Chief Clerk Reading Bills in Council


In Cherelle Parker, Council News, Darrell L. Clarke, Featured, News by admin

PHILADELPHIA, PA – City Council today voted to approve a package of bills intended to generate $400 million in bond revenue to fund massive citywide investments in affordable housing, home repair, job creation, and neighborhood preservation.

Council voted to approve a 1 percent Development Impact Tax on residential construction, and legislation that reduces the real estate tax abatement for commercial construction by 10 percent. The development impact tax was approved by a 14-3 vote, and the commercial abatement reduction was approved, 17-0.

To generate broader support for the bills from the development community and Kenney administration, Council also voted to approve legislation that delays by 12 months the implementation of a rolldown in the residential portion of the real estate tax abatement. That bill passed, 11-6.

Revenues from the Development Impact Tax and commercial abatement reduction will be used to fund the Neighborhood Preservation Initiative, a $400 million program to address disparities magnified by the COVID-19 pandemic, including the need for more affordable housing, repairs to residents’ existing homes, support for first-time homebuyers, small business assistance, neighborhood business corridor revitalization, and the creation of a more inclusive workforce in Philadelphia, among other initiatives.
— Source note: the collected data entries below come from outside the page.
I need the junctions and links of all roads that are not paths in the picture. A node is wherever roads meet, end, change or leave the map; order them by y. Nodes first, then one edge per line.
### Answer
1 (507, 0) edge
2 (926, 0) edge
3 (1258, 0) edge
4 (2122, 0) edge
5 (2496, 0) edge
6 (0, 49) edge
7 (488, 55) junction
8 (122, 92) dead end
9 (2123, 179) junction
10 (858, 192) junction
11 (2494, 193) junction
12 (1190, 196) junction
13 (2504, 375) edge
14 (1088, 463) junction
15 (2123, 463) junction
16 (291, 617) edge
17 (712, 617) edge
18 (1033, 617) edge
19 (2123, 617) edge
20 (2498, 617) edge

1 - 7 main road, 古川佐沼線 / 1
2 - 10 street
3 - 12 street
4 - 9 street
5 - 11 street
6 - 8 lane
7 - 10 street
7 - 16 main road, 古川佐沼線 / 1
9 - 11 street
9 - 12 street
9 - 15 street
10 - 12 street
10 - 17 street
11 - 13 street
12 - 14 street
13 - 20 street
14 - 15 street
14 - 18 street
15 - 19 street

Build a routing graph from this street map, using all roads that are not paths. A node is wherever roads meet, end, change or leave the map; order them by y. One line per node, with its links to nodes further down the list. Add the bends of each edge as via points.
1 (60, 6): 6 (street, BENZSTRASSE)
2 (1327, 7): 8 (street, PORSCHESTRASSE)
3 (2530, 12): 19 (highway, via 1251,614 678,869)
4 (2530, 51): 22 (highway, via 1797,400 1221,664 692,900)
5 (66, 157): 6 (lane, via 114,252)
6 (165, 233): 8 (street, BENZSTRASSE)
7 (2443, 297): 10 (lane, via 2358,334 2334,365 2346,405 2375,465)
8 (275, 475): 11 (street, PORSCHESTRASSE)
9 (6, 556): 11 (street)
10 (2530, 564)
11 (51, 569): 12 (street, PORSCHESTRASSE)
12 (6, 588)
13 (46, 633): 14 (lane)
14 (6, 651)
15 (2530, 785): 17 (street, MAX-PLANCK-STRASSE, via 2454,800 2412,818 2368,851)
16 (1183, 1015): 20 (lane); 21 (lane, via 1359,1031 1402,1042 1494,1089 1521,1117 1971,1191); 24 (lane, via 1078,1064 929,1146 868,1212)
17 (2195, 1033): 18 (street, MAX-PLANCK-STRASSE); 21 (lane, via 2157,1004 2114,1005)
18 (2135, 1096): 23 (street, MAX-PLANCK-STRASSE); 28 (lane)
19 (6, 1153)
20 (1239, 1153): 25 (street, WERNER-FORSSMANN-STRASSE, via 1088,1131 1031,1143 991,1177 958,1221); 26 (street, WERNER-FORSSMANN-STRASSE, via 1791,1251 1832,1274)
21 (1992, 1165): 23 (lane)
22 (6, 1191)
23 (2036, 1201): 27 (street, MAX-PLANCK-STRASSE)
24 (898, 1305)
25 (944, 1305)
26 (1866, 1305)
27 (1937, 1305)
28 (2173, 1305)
“The COVID-19 pandemic magnified economic and racial disparities that have existed for far too long in Philadelphia,” said Council President Darrell L. Clarke (5th District). “There is literally no time to wait. These needs are urgent. We need to act now to create a more equitable future for every Philadelphian and all our neighborhoods. Everyone must pay their fair share. I’m proud of Council for recognizing these needs – and acting on them.”

The Development Impact tax on residential construction will yield an estimated $9 million to $11.7 million in revenue per year, according to projections by Council’s budget and technical staff. The 10 percent reduction in the commercial tax abatement will generate an estimated $83 million in revenues for city services and schools over the next decade. The revenue from the reforms will help pay the debt service for the $400 million bond.

The bond program is also expected to catalyze a larger burst of economic activity — $2.5 billion-worth – and produce $71 Million in new tax revenues over the first 4 years. It is estimated that it will support over 14,700 jobs with $765 Million in wages.

“We can’t sit by idly and wait for someone to come to our rescue; we must be proactive,” said Council’s Majority Leader, Cherelle L. Parker (9th District), who introduced the legislation on Clarke’s behalf. “This legislation will generate close to a half billion dollars that will impact the lives of our most vulnerable residents who have been hurt most directly by the coronavirus. It will help those in poverty, prevent those living on the margins from falling further behind, and create sustainable jobs and assist small businesses – which need help the most right now.”

The Kenney administration testified last week in support of all three bills.

Advocates supporting more affordable housing in Philadelphia testified in support of the legislation today, particularly the 1% development impact tax.  Advocates who support the complete elimination of the residential property tax abatement testified against Bill 200366, the legislation delaying the rolldown of the abatement by a year. Last week, most of the business and development communities – while professing to be for “equitable growth” in Philadelphia – testified against the development impact tax – the key financing tool for the Neighborhood Preservation Initiative.

Council President Clarke noted this week that over the past five years, the city has abated $700 million in property taxes owed to the city and School District on more than 14,000 properties.
“If people want to know why we’ve come to the construction and development industry and asked them to contribute, it’s because that’s where the money is,” Clarke said.

The bills now go to Mayor Kenney for consideration and signing.